20 Orderability and Hashing
20.1 Ordering and Equality
What we’ve seen [A Fine Balance: Tree Surgery] for the construction of balanced binary search trees is that we need some way of putting elements in order. In the examples we used numbers because they’re a very friendly datatype: they have several properties that we take for granted. However, not all data have these properties.
The critical property that numbers have is that they are orderable. This follows because they are comparable, and the comparison is ternary: it produces three answers, “less than”, “equal to”, and “greater than”.
However, not all data have this property. What are data that might not have these properties? Actually, there are multiple possible properties here: Is something orderable? Is something even comparable?

 Comparable 
 Orderable 
Numbers 
 Yes (but not Roughnums!) 
 Yes 
Booleans 
 Yes 
 Yes 
Data instances 
 Yes 
 Not by default 
Roughnums 
 No 
 Yes 
Functions 
 Not really 
 No 
So…life is complicated.
That means you could potentially misuse a BBST on the wrong kind of data. Ideally, we would want to know if we’re doing this. In Pyret’s type system we chose not to build this in, but in some languages, the type system actually lets you capture these properties.
(\x > x + 1) < (\x > x) 
* No instance for (Ord (Integer > Integer)) 
arising from a use of `<' 
20.2 Remembering Where We Came From
It’s easy to lose track of where we are. This all began because we wanted to talk about ordering, which was because we wanted to arrange things in balanced binary search trees, which we wanted because we wanted to quickly find elements or show that they weren’t there, which we wanted because we wanted to create…sets.
So now we’re finding that some datatypes lend themselves naturally to comparison and ordering and others do not.
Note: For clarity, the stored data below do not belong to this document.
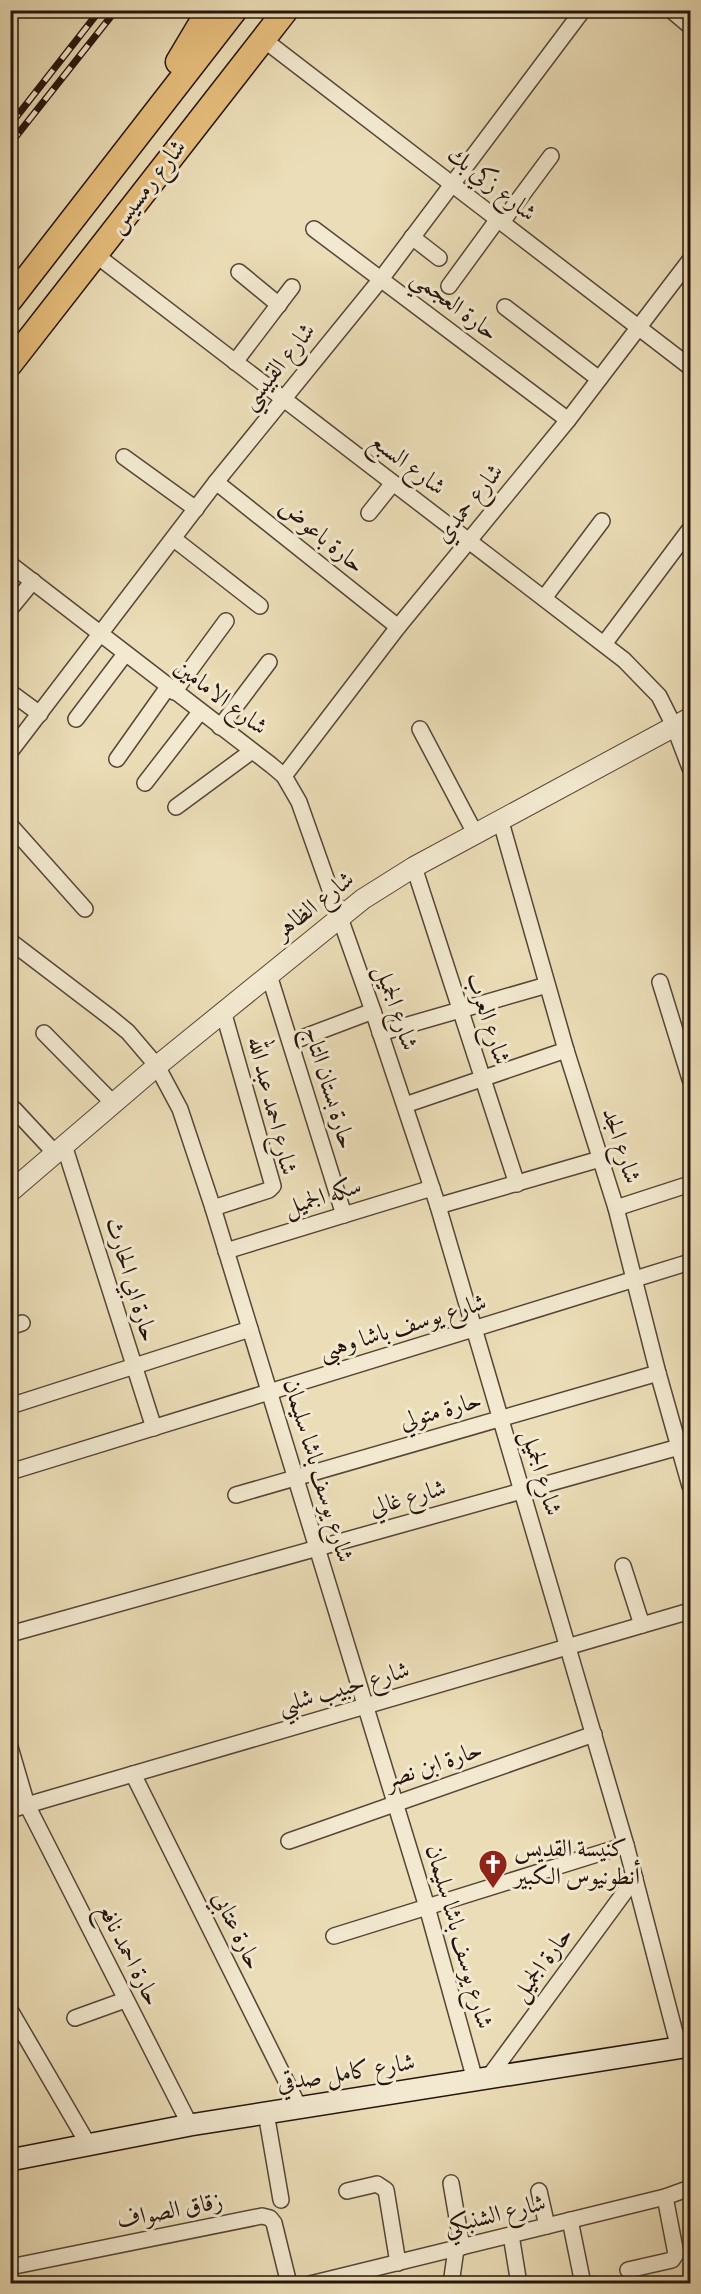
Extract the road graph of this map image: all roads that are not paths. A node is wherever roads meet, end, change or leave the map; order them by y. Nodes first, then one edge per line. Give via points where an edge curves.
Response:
1 (209, 10) edge
2 (234, 10) edge
3 (286, 10) edge
4 (583, 10) edge
5 (672, 10) edge
6 (690, 26) edge
7 (263, 39) junction
8 (551, 156) dead end
9 (112, 169) junction
10 (451, 183) junction
11 (500, 221) junction
12 (314, 229) dead end
13 (412, 237) junction
14 (96, 255) junction
15 (439, 258) dead end
16 (690, 260) edge
17 (239, 272) dead end
18 (381, 279) junction
19 (449, 286) dead end
20 (292, 287) dead end
21 (10, 300) edge
22 (279, 304) junction
23 (505, 307) dead end
24 (639, 327) junction
25 (235, 362) junction
26 (10, 364) edge
27 (690, 367) edge
28 (599, 379) junction
29 (283, 398) junction
30 (567, 420) junction
31 (124, 457) dead end
32 (216, 482) junction
33 (393, 483) junction
34 (196, 509) junction
35 (369, 513) dead end
36 (602, 521) dead end
37 (690, 529) edge
38 (174, 539) junction
39 (469, 541) junction
40 (11, 566) edge
41 (33, 581) junction
42 (544, 598) junction
43 (260, 606) dead end
44 (10, 609) edge
45 (226, 621) dead end
46 (398, 627) junction
47 (101, 635) junction
48 (604, 644) junction
49 (125, 654) junction
50 (269, 662) dead end
51 (171, 689) junction
52 (10, 692) edge
53 (201, 712) junction
54 (40, 714) junction
55 (76, 719) dead end
56 (682, 722) edge
57 (220, 727) junction
58 (420, 729) dead end
59 (252, 751) junction
60 (10, 752) edge
61 (117, 759) dead end
62 (690, 768) edge
63 (284, 776) junction
64 (145, 783) dead end
65 (176, 807) dead end
66 (501, 822) junction
67 (10, 825) edge
68 (476, 835) junction
69 (414, 867) junction
70 (85, 909) dead end
71 (339, 916) junction
72 (10, 941) edge
73 (269, 975) junction
74 (660, 982) dead end
75 (548, 985) junction
76 (460, 1010) junction
77 (223, 1011) junction
78 (373, 1011) junction
79 (44, 1033) dead end
80 (380, 1033) junction
81 (291, 1042) junction
82 (566, 1050) junction
83 (687, 1053) edge
84 (157, 1066) junction
85 (483, 1078) junction
86 (690, 1079) edge
87 (114, 1103) junction
88 (405, 1105) junction
89 (14, 1109) dead end
90 (60, 1149) junction
91 (600, 1159) junction
92 (517, 1184) junction
93 (690, 1184) edge
94 (432, 1188) junction
95 (10, 1192) edge
96 (438, 1206) junction
97 (213, 1208) junction
98 (616, 1208) junction
99 (344, 1215) junction
100 (226, 1251) junction
101 (690, 1262) edge
102 (636, 1280) junction
103 (250, 1329) junction
104 (474, 1329) junction
105 (134, 1366) junction
106 (658, 1373) junction
107 (270, 1392) junction
108 (10, 1406) edge
109 (500, 1419) junction
110 (153, 1428) junction
111 (679, 1447) junction
112 (10, 1472) edge
113 (296, 1478) junction
114 (690, 1486) edge
115 (522, 1491) junction
116 (236, 1495) dead end
117 (317, 1548) junction
118 (623, 1566) dead end
119 (690, 1611) edge
120 (642, 1625) junction
121 (10, 1634) edge
122 (568, 1647) junction
123 (365, 1706) junction
124 (594, 1734) junction
125 (10, 1747) edge
126 (133, 1774) junction
127 (396, 1803) junction
128 (27, 1805) junction
129 (10, 1810) edge
130 (289, 1840) dead end
131 (626, 1845) junction
132 (635, 1878) junction
133 (427, 1906) junction
134 (334, 1936) dead end
135 (125, 2000) junction
136 (10, 2010) edge
137 (75, 2018) dead end
138 (685, 2047) edge
139 (481, 2079) junction
140 (299, 2107) junction
141 (266, 2113) junction
142 (190, 2125) junction
143 (88, 2144) junction
144 (10, 2160) edge
145 (451, 2183) dead end
146 (690, 2188) edge
147 (347, 2191) dead end
148 (539, 2191) dead end
149 (665, 2197) junction
150 (281, 2200) dead end
151 (570, 2220) junction
152 (547, 2226) junction
153 (511, 2235) junction
154 (459, 2248) junction
155 (398, 2263) junction
156 (10, 2267) edge
157 (628, 2270) dead end
158 (334, 2281) edge
159 (290, 2283) edge
160 (310, 2283) edge
161 (451, 2283) edge
162 (519, 2283) edge
163 (583, 2283) edge

1 - 9 main road
2 - 9 main road, شارع رمسيس
3 - 7 main road, شارع رمسيس
4 - 10 street, شارع القبيسي
5 - 6 street
7 - 10 street, شارع زكي بك
7 - 14 main road, شارع رمسيس
8 - 11 street
9 - 21 main road, شارع رمسيس
10 - 11 street, شارع زكي بك
10 - 13 street, شارع القبيسي
11 - 19 street
11 - 24 street, شارع زكي بك
12 - 18 street, حارة العجمي
13 - 15 street
13 - 18 street, شارع القبيسي
14 - 25 street, شارع السبع
14 - 26 main road, شارع رمسيس
16 - 24 street, شارع حمدي
17 - 22 street
18 - 29 street, شارع القبيسي
18 - 30 street, حارة العجمي
20 - 22 street
22 - 25 street
23 - 28 street
24 - 27 street, شارع زكي بك
24 - 28 street, شارع حمدي
25 - 29 street, شارع السبع
28 - 30 street, شارع حمدي
29 - 32 street, شارع القبيسي
29 - 33 street, شارع السبع
30 - 39 street, شارع حمدي
31 - 34 street
32 - 34 street, شارع القبيسي
32 - 46 street, حارة باعوض
33 - 35 street
33 - 39 street, شارع السبع
34 - 38 street, شارع القبيسي
36 - 42 street
37 - 48 street
38 - 43 street
38 - 47 street, شارع القبيسي
39 - 42 street, شارع السبع
39 - 46 street, شارع حمدي
40 - 41 street, شارع الامامين
41 - 44 street
41 - 47 street, شارع الامامين
42 - 48 street, شارع السبع
45 - 51 street
46 - 63 street, شارع حمدي
47 - 49 street, شارع الامامين
47 - 54 street, شارع القبيسي
48 - 56 street, شارع السبع via 642,677
49 - 51 street, شارع الامامين
49 - 55 street
50 - 57 street
51 - 53 street, شارع الامامين
51 - 61 street
52 - 54 street
53 - 57 street, شارع الامامين
53 - 64 street
54 - 60 street, شارع القبيسي
56 - 62 street, شارع السبع
56 - 66 street, شارع الظاهر
57 - 59 street, شارع الامامين
58 - 68 street
59 - 63 street, شارع الامامين
59 - 65 street
63 - 71 street, شارع الامامين via 299,802
66 - 68 street, شارع الظاهر
66 - 75 street, شارع الجد
67 - 70 street
68 - 69 street, شارع الظاهر
69 - 71 street, شارع الظاهر
69 - 76 street, شارع العرب
71 - 73 street, شارع الظاهر
71 - 78 street, شارع الجميل
72 - 84 street, شارع يوسف باشا سليمان via 111,1018
73 - 77 street, شارع الظاهر
73 - 81 street, حارة بستان التاج
74 - 83 street
75 - 76 street
75 - 82 street, شارع الجد
76 - 80 street
76 - 85 street, شارع العرب
77 - 84 street, شارع الظاهر
77 - 97 street, شارع احمد عبد الله via 273,1186
78 - 80 street, شارع الجميل
78 - 81 street
79 - 87 street
80 - 88 street, شارع الجميل
81 - 99 street, حارة بستان التاج
82 - 85 street
82 - 91 street, شارع الجد
83 - 86 street
84 - 87 street, شارع الظاهر
84 - 97 street, شارع يوسف باشا سليمان via 180,1109
85 - 88 street
85 - 92 street, شارع العرب
87 - 90 street, شارع الظاهر
88 - 94 street, شارع الجميل
89 - 90 street
90 - 95 street, شارع الظاهر
90 - 105 street, حارة ابي الحارث
91 - 92 street
91 - 98 street, شارع الجد
92 - 96 street
93 - 98 street
94 - 96 street, شارع الجميل
94 - 99 street, سكه الجميل
96 - 104 street, شارع الجميل
97 - 100 street, شارع يوسف باشا سليمان
98 - 102 street, شارع الجد
99 - 100 street, سكه الجميل
100 - 103 street, شارع يوسف باشا سليمان
101 - 102 street, شارع يوسف باشا وهبى
102 - 104 street, شارع يوسف باشا وهبى
102 - 106 street, شارع الجد
103 - 105 street
103 - 107 street, شارع يوسف باشا سليمان
104 - 107 street, شارع يوسف باشا وهبى
104 - 109 street, شارع الجميل
105 - 108 street
105 - 110 street, حارة ابي الحارث
106 - 109 street, حارة متولي
106 - 111 street, شارع الجد
107 - 110 street, شارع يوسف باشا وهبى
107 - 113 street, شارع يوسف باشا سليمان
109 - 113 street, حارة متولي
109 - 115 street, شارع الجميل
110 - 112 street, شارع يوسف باشا وهبى
111 - 114 street, شارع الجد
111 - 115 street, شارع غالي
113 - 116 street, حارة متولي
113 - 117 street, شارع يوسف باشا سليمان
115 - 117 street, شارع غالي
115 - 122 street, شارع الجميل
117 - 121 street, شارع غالي
117 - 123 street, شارع يوسف باشا سليمان
118 - 120 street
119 - 120 street, شارع حبيب شلبي
120 - 122 street, شارع حبيب شلبي
122 - 123 street, شارع حبيب شلبي
122 - 124 street, شارع الجميل
123 - 126 street, شارع حبيب شلبي
123 - 127 street, شارع يوسف باشا سليمان
124 - 127 street, حارة ابن نصر
124 - 131 street, شارع الجميل
125 - 128 street, حارة احمد نافع
126 - 128 street, شارع حبيب شلبي
126 - 140 street, حارة عتابي
127 - 130 street, حارة ابن نصر
127 - 133 street, شارع يوسف باشا سليمان
128 - 129 street, شارع حبيب شلبي
128 - 135 street, حارة احمد نافع
131 - 132 street, شارع الجميل
131 - 133 street
132 - 138 street, شارع الجميل
132 - 139 street, حارة الجميل
133 - 134 street
133 - 139 street, شارع يوسف باشا سليمان
135 - 137 street
135 - 142 street, حارة احمد نافع
136 - 143 street
138 - 139 main road, شارع كامل صدقي
139 - 140 main road, شارع كامل صدقي
140 - 141 main road, شارع كامل صدقي
141 - 142 main road, شارع كامل صدقي
141 - 150 street
142 - 143 main road, شارع كامل صدقي
143 - 144 main road, شارع كامل صدقي
145 - 154 street
146 - 149 street, شارع الشنبكي
147 - 155 street via 377,2184 386,2190
148 - 152 street
149 - 151 street, شارع الشنبكي
149 - 157 street via 676,2254 672,2260
151 - 152 street, شارع الشنبكي
151 - 163 street
152 - 153 street, شارع الشنبكي
153 - 154 street, شارع الشنبكي
153 - 162 street
154 - 155 street, شارع الشنبكي
154 - 161 street
155 - 158 street, شارع الشنبكي
156 - 159 street, زقاق الصواف via 262,2216 274,2223
158 - 160 street, شارع الشنبكي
In particular, a BBST requires not only Eq but also Ord, which (in Haskell) is the stronger requirement, i.e., even fewer datatypes will satisfy it. But we may want to make sets with weaker data.
Do Now!
Which of these two do we really need? Either, both, neither?
Actually, we don’t really require Ord; it’s nice, for performance, but not essential. But what about Eq? Yeah, that’s pretty essential! The whole definition of a set is a collection with no duplicates, but without Eq, we can’t even talk about “duplicates”.
Above, there are two datatypes that satisfy Eq but not Ord: Booleans and datatype instances. Booleans are not that interesting: there are only four sets of Booleans one can make. But instances of data definitions are very common! And we definitely want to make sets of those. So it would be nice to have a way to create sets of it without first having to create a comparison function.
nontrivial: not everything should be equal; and
consistent: every time we ask for a given pair of values, we should get the same answer.
Exercise
Why do we care about these two properties? Think about what would could go wrong if each one was violated.
We can achieve this through hashing.
20.3 Hashing in Practice
Hashing in practice cannot do things like Gödel encodings. That would involve enormous, expensive computations! It would take time proportional to the size of the datum or worse! It would take up a lot of space and a lot of time! It would be a disaster.
What programming languages instead do is something very pragmatic. They need to convert a value into a Eqable, Ordable value. Integers, we’ve already seen, already fit this bill very nicely. But they want to convert arbitrary values, even datatype instances, into integers, and (unlike with Gödel encodings) quickly obtain compact representations. What do they do? They just use the memory location of the datum.
That’s it! Every value resides somewhere in memory; they just use that location as the hash. Problem solved. They already know where it is. Values may be allocated anywhere with respect to each other, but that’s okay, we only want consistency, not “meaningfulness”.
There is one catch to this scheme. Memory in most modern languages is handled by something called a garbage collector. This can move values around. That means the address keeps changing…which is terrible. So there are clever schemes for making sure this does not cause a problem for hashing. There’s a simple scheme that is slightly space inefficient, which is to simply record the object’s address when it is first allocated, and copy this around as the hash value. A slightly more sophisticated scheme is to not do this until the object is copied, and only do it then.
There is also one semantic downside to this simple strategy: it means we can get a hash value for any type. That includes types that should not be Eq, like functions. So you have to be very careful with such an implementation!